The male reproductive system in human beings is composed of following parts:
Testis: There is a pair of testes; which lie in a skin pouch; called scrotum. Scrotum is suspended outside the body; below the abdominal cavity. This helps in maintaining the temperature of testes below the body temperature. This is necessary for optimum sperm production. Testis primarily serves the function of sperm production. Sperms are the male gametes. Apart from that, testis also produces testosterone. Testosterone is also called the male hormone, as it is responsible for developing certain secondary sexual characters in boys.

Vas Deferens: Vas deferens is the tube which carries sperms to the seminal vesicle.
Seminal Vesicle: This is the place where sperms are stored. Secretions from the seminal vesicle and prostate gland add up to make the semen.
Penis: It is a muscular organ which serves the genitor-urinary functions. The urethra works as the common passage for urine as well as for sperms.

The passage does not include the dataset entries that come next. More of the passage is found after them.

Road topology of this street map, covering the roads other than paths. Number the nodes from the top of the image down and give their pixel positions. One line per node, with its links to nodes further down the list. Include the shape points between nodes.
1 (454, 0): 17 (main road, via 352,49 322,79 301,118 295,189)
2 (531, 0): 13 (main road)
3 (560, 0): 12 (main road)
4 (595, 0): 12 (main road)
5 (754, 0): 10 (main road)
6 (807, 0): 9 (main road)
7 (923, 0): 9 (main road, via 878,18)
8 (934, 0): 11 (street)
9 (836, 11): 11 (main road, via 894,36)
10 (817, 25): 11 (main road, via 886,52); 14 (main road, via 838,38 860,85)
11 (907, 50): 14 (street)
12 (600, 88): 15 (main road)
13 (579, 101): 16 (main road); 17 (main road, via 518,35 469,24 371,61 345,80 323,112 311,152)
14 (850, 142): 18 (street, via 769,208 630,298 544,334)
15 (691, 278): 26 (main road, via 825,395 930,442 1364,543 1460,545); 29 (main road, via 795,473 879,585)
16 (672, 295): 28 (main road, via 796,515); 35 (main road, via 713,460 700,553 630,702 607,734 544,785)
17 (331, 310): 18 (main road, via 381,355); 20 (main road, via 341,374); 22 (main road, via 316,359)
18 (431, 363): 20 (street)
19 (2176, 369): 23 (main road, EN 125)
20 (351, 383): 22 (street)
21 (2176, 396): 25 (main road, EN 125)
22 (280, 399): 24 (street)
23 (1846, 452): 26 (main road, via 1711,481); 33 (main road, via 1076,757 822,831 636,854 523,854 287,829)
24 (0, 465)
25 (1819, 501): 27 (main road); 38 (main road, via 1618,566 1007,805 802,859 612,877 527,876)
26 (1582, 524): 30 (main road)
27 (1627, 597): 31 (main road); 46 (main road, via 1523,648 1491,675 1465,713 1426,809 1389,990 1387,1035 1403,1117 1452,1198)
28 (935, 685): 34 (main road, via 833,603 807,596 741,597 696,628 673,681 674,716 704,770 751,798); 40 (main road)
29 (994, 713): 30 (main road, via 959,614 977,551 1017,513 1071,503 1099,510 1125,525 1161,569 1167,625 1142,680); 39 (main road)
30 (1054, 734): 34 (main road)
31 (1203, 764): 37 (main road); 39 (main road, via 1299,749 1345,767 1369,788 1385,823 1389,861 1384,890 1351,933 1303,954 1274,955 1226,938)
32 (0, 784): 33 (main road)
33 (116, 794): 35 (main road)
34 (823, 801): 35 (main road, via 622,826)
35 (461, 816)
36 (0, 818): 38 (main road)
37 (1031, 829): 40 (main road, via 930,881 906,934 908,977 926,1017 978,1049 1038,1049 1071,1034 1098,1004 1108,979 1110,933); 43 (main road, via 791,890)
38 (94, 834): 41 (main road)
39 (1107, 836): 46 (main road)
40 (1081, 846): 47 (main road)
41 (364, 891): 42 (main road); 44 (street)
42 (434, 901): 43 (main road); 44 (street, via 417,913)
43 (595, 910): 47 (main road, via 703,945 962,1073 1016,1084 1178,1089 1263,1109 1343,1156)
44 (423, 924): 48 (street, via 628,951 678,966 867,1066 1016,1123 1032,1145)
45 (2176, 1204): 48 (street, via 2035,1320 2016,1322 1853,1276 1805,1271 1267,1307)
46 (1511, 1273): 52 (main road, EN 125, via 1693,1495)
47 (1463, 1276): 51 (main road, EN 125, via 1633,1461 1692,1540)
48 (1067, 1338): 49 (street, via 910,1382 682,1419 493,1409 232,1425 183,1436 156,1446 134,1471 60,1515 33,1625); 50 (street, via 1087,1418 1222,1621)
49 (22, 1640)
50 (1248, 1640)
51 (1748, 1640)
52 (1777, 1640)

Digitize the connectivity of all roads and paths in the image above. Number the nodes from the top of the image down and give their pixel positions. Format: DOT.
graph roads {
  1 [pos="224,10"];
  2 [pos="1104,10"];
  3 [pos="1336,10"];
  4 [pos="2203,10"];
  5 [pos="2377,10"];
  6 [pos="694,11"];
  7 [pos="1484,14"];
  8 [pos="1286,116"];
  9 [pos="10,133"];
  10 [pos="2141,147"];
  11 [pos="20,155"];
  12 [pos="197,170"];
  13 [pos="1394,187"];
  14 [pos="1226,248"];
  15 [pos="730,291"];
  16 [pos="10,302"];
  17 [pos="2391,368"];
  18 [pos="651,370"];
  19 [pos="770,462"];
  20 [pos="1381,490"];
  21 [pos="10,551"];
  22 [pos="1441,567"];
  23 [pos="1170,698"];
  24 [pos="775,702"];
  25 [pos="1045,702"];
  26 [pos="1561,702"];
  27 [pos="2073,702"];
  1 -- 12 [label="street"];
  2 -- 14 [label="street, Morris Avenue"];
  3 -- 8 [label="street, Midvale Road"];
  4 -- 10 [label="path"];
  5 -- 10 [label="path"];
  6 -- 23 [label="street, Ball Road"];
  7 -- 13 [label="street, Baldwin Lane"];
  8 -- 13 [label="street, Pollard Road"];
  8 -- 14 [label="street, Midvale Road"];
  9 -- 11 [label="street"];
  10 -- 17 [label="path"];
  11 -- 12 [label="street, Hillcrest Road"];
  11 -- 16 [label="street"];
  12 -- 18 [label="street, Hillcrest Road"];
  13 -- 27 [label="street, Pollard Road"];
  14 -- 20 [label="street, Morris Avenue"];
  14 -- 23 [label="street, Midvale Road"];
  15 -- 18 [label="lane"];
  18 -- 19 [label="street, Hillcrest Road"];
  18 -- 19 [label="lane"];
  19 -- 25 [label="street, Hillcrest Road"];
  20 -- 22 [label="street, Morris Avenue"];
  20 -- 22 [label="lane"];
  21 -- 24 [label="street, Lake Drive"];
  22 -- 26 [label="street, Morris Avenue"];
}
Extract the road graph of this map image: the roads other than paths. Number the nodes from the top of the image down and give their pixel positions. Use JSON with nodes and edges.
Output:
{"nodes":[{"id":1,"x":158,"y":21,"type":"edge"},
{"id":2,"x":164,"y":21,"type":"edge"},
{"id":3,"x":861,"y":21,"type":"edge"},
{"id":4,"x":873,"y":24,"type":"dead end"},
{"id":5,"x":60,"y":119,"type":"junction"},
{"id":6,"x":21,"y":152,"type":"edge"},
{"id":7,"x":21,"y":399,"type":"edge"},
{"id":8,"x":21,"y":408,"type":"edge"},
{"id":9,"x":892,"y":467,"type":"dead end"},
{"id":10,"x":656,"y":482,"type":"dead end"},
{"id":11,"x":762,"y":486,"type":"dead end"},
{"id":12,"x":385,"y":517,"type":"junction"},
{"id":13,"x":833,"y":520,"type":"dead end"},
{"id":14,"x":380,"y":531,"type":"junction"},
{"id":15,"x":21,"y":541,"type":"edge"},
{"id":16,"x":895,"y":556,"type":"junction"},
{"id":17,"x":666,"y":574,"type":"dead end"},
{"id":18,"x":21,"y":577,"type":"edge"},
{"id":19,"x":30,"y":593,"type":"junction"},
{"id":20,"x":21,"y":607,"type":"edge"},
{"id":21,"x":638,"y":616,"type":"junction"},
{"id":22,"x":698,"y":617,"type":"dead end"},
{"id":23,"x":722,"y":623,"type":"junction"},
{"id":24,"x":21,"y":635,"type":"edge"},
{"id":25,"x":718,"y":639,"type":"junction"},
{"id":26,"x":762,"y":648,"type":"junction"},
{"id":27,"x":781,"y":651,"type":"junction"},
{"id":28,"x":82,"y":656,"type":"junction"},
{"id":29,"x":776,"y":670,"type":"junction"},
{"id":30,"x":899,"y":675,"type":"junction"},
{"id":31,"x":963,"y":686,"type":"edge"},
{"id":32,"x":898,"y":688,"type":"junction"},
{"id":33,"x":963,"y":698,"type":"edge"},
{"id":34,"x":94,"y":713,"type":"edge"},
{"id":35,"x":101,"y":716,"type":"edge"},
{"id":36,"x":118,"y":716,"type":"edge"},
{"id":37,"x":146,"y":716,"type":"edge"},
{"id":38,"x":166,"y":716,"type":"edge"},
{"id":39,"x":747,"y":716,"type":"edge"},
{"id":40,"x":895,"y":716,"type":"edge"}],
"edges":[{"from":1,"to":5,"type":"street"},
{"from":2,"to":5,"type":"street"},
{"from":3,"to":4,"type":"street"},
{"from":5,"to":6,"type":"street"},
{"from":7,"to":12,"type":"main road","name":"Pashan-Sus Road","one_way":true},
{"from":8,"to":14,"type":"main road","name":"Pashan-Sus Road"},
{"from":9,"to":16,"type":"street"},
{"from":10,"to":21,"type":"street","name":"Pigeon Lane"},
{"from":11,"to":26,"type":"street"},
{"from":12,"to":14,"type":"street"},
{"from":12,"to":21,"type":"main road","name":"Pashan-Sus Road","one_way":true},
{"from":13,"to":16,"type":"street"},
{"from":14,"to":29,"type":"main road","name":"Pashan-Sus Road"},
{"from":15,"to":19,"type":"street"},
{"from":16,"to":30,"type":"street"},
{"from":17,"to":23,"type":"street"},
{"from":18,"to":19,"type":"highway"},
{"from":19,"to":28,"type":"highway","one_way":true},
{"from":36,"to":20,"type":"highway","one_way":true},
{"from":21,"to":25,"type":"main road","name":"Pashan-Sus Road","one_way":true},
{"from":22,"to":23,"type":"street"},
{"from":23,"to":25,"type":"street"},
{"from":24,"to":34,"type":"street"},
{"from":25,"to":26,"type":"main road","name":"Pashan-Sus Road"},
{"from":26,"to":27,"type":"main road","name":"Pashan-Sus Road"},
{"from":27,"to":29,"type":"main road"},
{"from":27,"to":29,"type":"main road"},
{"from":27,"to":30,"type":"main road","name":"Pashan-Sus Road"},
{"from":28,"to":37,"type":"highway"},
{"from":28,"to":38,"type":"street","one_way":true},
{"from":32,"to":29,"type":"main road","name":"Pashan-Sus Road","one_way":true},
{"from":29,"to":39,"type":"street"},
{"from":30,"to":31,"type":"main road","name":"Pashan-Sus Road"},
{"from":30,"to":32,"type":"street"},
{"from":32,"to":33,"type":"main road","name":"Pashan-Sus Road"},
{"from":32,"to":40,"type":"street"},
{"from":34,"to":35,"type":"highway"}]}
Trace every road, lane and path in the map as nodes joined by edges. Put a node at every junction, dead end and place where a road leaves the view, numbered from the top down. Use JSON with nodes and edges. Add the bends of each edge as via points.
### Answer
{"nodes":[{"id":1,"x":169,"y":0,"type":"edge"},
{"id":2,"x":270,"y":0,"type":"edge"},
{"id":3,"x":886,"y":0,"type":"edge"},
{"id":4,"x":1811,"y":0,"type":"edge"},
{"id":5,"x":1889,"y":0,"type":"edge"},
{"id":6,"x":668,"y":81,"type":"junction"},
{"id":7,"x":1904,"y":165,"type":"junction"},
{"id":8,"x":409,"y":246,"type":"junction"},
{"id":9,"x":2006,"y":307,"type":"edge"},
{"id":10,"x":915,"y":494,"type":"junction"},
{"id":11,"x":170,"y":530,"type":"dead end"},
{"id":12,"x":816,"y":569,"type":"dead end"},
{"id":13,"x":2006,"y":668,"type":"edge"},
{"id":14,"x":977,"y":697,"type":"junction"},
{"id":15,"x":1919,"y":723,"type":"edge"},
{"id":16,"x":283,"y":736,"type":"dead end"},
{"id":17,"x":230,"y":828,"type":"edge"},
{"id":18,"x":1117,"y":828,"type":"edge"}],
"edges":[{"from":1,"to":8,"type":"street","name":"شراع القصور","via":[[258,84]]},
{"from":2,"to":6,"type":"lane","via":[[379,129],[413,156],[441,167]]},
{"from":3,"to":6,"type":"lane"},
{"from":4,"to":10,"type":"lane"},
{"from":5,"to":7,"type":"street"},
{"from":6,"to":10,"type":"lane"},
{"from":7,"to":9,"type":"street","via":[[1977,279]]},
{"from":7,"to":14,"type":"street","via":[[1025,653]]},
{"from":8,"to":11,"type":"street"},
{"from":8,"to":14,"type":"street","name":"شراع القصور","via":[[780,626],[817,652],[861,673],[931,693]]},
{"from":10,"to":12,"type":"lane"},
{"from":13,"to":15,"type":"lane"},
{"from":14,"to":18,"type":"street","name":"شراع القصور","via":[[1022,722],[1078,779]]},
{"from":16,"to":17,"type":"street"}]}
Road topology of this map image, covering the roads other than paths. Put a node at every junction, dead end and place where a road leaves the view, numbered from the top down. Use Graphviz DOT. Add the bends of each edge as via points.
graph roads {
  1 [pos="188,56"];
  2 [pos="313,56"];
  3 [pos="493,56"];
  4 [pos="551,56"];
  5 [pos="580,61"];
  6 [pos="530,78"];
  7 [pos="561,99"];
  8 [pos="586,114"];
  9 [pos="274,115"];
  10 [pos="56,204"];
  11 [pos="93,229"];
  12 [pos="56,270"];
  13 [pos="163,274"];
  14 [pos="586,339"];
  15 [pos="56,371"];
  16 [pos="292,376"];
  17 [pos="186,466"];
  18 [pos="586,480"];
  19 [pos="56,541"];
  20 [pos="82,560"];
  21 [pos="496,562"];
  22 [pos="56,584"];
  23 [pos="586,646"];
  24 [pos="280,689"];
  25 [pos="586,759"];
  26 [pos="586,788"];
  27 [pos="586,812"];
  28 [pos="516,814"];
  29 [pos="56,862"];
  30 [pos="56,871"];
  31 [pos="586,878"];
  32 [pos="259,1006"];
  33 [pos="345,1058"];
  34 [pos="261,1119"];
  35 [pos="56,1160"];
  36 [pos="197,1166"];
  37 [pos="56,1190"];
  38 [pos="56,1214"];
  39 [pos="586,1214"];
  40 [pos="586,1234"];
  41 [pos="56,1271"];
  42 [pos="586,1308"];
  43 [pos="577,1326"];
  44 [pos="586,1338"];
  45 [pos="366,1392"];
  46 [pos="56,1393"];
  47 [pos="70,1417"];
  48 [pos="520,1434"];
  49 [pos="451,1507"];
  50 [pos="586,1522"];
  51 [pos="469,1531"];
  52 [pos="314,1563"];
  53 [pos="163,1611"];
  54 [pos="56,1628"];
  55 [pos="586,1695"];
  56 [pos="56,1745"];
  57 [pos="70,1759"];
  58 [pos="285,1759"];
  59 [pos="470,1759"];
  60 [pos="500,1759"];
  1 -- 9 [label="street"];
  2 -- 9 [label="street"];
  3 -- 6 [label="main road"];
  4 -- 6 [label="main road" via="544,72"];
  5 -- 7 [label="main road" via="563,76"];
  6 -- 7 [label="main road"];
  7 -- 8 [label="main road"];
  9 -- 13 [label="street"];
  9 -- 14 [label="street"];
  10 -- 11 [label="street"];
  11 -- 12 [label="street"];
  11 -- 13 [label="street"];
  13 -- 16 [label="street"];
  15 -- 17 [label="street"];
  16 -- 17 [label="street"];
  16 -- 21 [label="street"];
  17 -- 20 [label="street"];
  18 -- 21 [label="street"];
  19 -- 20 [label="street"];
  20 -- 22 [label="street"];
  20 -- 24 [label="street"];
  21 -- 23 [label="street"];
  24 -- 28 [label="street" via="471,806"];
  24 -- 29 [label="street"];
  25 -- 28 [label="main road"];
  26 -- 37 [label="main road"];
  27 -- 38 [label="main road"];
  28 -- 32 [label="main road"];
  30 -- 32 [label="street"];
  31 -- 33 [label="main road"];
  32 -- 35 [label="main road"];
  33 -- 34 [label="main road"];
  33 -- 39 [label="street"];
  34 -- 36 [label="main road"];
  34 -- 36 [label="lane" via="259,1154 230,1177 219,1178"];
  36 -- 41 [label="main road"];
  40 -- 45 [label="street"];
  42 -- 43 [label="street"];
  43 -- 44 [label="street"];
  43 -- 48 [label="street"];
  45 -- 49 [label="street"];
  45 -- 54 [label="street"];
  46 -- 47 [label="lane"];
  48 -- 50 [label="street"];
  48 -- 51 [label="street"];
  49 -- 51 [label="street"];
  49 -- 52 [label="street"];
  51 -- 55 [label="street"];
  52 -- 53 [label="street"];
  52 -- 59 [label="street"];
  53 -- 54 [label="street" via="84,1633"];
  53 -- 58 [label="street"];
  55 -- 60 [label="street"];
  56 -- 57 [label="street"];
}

Female Reproductive System:

The female reproductive system in human beings is composed of following parts:
Uterus: This is pear-shaped hollow muscular organ. Uterus is the place where the embryo gets implanted and develops into a newborn baby. The wall of the uterus provides safety and nutrition to the growing foetus.
Fallopian Tubes: One fallopian tube comes out from each side at the top of the uterus. The fallopian tubes end in finger-like structures; called flimbriae. Fertilization happens in the fallopian tube.
Ovary: There are two ovaries; one near each fallopian tube. Ovary produces the eggs or the female gametes. All the eggs are produces by the ovary when the female child is still in the womb. One egg matures in each ovulation cycle and is released from the ovary. The egg is caught by the flimbriae and transferred to the fallopian tube.
Vagina: The cervix (mouth of the uterus) opens into the vagina. Vagina is a muscular tube-like organs; which serves as the passage for the sperms and also as the canal during the child birth.

Puberty

Human beings are complex animals and hence there is a distinct phase in their life cycle which marks the onset and attainment of sexual maturity. This period is called puberty. It usually starts at around 10 – 11 years of age in girls and at around 12 – 13 years of age in boys. It usually ends at around 18th year of age in girls and at around 19th year of age in boys. Since the years during puberty end in ‘teens’; hence this phase is also called teenage.
Changes in Boys during Puberty: The boys suddenly grow in height dramatically. Voice becomes deep and the Adam’s apple becomes prominent. Shoulders become broad and body becomes muscular. Facial hairs begin to grow. Hairs also grow under the armpit and in the pubic region.
Changes in Girls during Puberty: The voice becomes thin. Shoulders and hip become rounded. Breasts get enlarged. Hairs grow under the armpit and in the pubic region.

Sexual Dimorphism: The physical dissimilarities in the male and female of a species which give them different appearances is called sexual dimorphism.
Secondary Sexual Characters: Features which highlight sexual dimorphism are called secondary sexual characters.
Menstruation: Menstruation is a trait which is unique to humans and some primates. During each ovulation cycle, the uterus prepares itself in anticipation of a possible pregnancy. The uterine wall develops an additional lining. When the egg is not fertilized, it gets disintegrated and so does the additional lining in the uterine wall. The fragments of disintegrated tissues are shed; along with blood. This is observed in the form of bleeding through the vagina which can last from 3 to 7 days. The whole sequence of events during an ovulation cycle is called menstrual cycle. The bleeding which occurs for few days is called menstruation. The first menstrual flow is called menarche and the last menstrual flow (which happens in the late 40s) is called menopause.